The Sunday Guardian: New Delhi: Sunday, April 23, 2017.
The Right to Information Act (RTI), which was brought in to ensure transparency in the functioning of various government departments both at the Centre and state levels, does not seem to be working efficiently, as more and more RTIs are now being rejected under the excuse of national security and many are being allowed to lapse so that the applicant is forced to personally visit the Central Information Commission (CIC) for hearing, according to several RTI activists.
“It is surprising that a large number of RTI applications have been rejected under the “Others” category that does not even exist in the RTI Act. This is perhaps a tool that the Public Authorities have adopted to reject information that they do not wish to bring out in the public domain,” Venkatesh Nayak, an RTI activist and programme coordinator of the Access to Information Programme of the NGO Commonwealth Human Right Initiative told The Sunday Guardian.
Nayak also raised questions on the inordinate delays in providing information to RTI applicants. “It has become a common practice for the Public Authorities not to provide replies on RTI applications according to the prescribed deadline of 30 days. This poses the serious question about compliance with the RTI Act by the Public Authorities and I believe they sit on RTI applications under the garb of long pendency of applications. They know they would be able to get away with it. At times, Public Information Officers also deliberately delay RTI replies, waiting for the applicant to make appeals to the commission following which they start acting,” Nayak said.
Several journalists who have been filing regular RTIs have also complained about the inordinate delays in providing replies to their RTI applications. Not just this, some have also said that their first appeals have also been pending for months.
A journalist, who did not wish to be named and specifically files RTI applications, said, “A government official told me that they do not reply to many RTIs knowingly so that people lose interest in them. The official said that they know that very few will appeal before the CIC to pursue their RTIs.”
The CIC’s annual report for 2015-2016 also projects a gloomy picture about the disposal of RTI applications by various government departments. A whopping 11.65 lakh RTI applications are pending with the various Public Authorities for disposal as on 2016-end, while over 64,000 RTI applications have been rejected by the various Public Authorities last year alone, according to the CIC’s annual report published recently.
The CIC’s report further says that 47% of the RTI applications rejected was under Section 8(1), which exempts from disclosure such information which affects the sovereignty and integrity of the country and its security and strategic, scientific or economic interest, commercial confidence, trade secrets, or intellectual property. Of the RTI applications, 1% was rejected under Section 9 (Private copyright), 2% under Section 9 (Third party information) and Section 24 (Intelligence and Security Organisations) was invoked to reject 7% of the RTIs. Surprisingly, 43% of the applications were rejected under the “Others” category, which does not find a mention in the RTI Act.

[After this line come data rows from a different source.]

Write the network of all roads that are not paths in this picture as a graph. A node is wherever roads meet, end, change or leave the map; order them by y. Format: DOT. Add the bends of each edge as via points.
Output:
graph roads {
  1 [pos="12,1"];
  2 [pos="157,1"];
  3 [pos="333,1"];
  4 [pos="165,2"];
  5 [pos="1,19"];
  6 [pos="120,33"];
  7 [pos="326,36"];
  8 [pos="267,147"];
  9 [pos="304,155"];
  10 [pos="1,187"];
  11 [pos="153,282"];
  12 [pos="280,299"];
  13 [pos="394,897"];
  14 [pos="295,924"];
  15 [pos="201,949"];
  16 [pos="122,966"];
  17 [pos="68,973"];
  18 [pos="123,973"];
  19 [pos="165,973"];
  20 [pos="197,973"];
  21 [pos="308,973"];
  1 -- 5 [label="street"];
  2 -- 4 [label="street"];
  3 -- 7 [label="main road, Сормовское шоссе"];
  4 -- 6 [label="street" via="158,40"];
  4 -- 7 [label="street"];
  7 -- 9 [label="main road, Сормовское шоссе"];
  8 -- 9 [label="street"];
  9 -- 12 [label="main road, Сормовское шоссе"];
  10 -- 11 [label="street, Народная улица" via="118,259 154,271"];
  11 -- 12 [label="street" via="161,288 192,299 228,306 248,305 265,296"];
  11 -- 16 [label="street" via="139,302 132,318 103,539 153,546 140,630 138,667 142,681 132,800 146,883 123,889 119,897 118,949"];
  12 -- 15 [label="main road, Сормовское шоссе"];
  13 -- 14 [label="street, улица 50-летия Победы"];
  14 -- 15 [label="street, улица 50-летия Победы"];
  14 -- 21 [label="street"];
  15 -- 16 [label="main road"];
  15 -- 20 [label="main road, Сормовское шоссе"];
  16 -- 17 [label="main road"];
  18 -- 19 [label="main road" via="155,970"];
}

Raising questions about the poor compliance with the RTI Act, Shailesh Gandhi, former Central Information Commissioner, said, “Non compliance of the 30-day window for providing information is an acute problem that has developed with the Public Information Officers and this has been increasing because the penalty provision of the Act is not being implemented strictly by the Commission. The CIC should ensure that the RTI provisions be implemented in their true spirit and applications be disposed of quickly, thus reducing the pendency and the huge backlog.”
Gandhi also raised concern about the “gross misinterpretation” of certain provisions of the RTI Act, which, according to him, is diluting the Act. “India ranks really low in terms of implementation of the RTI Act compared to other countries. The Public Authorities have also been misinterpreting several provisions of the Act, particularly the exempting provisions. Such misinterpretations also lead to ‘amending’ the law without actually being legally amended, leading to its dilution,” Gandhi said.
The Department of Personnel and Training’s “Withdrawal/Abatement of appeal” clause under Draft RTI rules 2017, has also drawn flak from RTI activists.
The “Withdrawal/Abatement of appeal” clause says that the proceedings pending before the Commission shall abate on the death of the appellant and also that the commission may allow the appellant to withdraw an application made before the commission if the appellant wishes to.
Commenting on this, Shailesh Gandhi said that the death provision included in the Draft rules is “flawed”. “The information does not belong to a particular person, it belongs to the public and it seems that the Draft Rules are not well thought out. Even after the death of the applicant, the information sought should be put out in public domain, irrespective of the cause of death of the applicant.”
Venkatesh Nayak said that this provision could be misused by notorious elements to either pressurise the applicant to withdraw the application or threaten him/her with death.